▶ Exercise goal
The answer must consist of every line in the records that contains the word "Habersham".

Data for review below:

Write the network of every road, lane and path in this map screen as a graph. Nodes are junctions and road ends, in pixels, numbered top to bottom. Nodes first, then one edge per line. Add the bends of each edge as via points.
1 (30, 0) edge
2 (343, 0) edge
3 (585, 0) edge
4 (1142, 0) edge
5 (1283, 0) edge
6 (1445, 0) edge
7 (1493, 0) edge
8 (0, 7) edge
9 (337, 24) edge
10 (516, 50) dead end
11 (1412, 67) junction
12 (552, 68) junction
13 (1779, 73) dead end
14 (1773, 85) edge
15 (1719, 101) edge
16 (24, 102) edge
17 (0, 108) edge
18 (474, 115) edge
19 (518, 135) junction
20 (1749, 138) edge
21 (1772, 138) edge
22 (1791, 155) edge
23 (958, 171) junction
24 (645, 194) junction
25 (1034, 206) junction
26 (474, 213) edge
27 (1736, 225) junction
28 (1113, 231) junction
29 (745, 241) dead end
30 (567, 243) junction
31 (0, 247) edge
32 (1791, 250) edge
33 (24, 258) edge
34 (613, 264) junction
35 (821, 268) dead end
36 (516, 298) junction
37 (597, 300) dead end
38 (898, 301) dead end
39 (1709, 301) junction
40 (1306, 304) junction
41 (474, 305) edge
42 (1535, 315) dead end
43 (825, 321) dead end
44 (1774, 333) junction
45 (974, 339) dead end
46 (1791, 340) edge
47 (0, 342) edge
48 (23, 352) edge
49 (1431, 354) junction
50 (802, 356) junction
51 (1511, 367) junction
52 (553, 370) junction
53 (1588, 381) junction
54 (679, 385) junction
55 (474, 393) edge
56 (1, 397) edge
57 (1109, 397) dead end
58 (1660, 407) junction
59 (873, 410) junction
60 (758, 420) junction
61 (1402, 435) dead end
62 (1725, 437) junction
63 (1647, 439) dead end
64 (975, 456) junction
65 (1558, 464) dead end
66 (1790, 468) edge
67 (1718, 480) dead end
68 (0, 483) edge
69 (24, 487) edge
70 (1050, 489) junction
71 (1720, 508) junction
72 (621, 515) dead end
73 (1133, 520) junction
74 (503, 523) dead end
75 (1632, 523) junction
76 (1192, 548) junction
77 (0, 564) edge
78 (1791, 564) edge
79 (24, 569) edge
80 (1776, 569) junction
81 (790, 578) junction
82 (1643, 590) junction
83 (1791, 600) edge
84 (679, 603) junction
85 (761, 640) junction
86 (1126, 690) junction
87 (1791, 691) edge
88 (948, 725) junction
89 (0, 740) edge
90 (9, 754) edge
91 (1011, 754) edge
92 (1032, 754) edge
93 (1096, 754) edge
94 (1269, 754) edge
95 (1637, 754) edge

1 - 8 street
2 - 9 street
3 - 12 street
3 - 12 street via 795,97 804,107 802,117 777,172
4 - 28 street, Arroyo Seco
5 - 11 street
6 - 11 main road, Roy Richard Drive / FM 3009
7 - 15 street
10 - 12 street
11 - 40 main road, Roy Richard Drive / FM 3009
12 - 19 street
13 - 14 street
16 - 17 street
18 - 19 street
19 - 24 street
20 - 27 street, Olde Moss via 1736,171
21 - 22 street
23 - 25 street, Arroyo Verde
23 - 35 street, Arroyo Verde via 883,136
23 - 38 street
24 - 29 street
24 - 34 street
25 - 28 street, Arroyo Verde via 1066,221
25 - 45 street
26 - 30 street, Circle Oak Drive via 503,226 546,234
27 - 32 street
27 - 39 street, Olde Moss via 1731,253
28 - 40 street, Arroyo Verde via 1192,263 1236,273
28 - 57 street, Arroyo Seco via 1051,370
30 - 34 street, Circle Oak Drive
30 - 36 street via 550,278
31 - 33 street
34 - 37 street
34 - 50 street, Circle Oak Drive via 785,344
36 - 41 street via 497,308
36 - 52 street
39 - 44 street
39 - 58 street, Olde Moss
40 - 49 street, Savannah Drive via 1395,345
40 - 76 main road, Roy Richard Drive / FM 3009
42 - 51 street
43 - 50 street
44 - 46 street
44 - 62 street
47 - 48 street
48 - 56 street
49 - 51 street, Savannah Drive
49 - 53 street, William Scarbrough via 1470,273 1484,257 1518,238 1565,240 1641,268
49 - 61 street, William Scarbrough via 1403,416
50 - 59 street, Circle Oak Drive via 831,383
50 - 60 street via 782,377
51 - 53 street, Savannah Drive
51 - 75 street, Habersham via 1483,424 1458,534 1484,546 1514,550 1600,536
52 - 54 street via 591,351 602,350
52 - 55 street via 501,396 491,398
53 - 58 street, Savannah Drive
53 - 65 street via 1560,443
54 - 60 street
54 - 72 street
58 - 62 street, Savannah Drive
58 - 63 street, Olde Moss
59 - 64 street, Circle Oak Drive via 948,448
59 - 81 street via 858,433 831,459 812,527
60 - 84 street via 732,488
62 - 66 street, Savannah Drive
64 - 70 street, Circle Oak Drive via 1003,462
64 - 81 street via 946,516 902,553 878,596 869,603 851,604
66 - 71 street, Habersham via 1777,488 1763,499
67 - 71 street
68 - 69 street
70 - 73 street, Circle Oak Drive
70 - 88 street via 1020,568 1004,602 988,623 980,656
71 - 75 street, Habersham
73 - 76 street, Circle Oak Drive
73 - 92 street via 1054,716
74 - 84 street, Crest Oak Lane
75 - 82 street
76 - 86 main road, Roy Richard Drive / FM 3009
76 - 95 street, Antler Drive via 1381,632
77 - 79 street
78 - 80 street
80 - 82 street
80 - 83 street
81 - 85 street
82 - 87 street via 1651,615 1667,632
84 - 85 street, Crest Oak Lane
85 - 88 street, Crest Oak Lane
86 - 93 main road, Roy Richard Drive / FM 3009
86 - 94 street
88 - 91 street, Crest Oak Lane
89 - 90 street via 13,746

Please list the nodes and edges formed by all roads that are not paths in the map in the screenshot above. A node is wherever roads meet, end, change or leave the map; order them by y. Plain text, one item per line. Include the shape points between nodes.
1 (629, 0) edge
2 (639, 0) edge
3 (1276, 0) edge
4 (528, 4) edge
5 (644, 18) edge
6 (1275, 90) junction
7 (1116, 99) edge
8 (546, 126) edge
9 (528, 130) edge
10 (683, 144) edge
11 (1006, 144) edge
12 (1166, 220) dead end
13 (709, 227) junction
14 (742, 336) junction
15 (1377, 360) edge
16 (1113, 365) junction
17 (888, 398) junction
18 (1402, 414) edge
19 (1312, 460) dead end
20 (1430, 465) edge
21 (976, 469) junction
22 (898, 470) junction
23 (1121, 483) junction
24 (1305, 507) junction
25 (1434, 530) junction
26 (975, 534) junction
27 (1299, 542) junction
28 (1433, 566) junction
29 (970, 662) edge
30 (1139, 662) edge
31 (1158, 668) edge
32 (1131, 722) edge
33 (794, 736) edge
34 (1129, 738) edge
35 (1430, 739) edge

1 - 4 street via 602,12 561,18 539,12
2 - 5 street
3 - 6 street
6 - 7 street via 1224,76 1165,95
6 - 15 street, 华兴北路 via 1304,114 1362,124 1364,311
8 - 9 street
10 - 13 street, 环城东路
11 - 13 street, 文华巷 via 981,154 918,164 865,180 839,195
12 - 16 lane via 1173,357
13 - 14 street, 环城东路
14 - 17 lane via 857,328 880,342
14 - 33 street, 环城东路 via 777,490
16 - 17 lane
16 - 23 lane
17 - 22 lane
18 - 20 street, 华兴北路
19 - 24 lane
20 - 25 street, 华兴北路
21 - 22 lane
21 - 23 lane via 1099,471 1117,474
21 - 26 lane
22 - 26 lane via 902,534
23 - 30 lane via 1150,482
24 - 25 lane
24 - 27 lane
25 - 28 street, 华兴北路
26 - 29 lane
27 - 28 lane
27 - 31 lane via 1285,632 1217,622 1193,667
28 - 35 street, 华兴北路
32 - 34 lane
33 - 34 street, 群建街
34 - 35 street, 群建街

End of Data for review.

▶ Written response
51 - 75 street, Habersham via 1483,424 1458,534 1484,546 1514,550 1600,536
66 - 71 street, Habersham via 1777,488 1763,499
71 - 75 street, Habersham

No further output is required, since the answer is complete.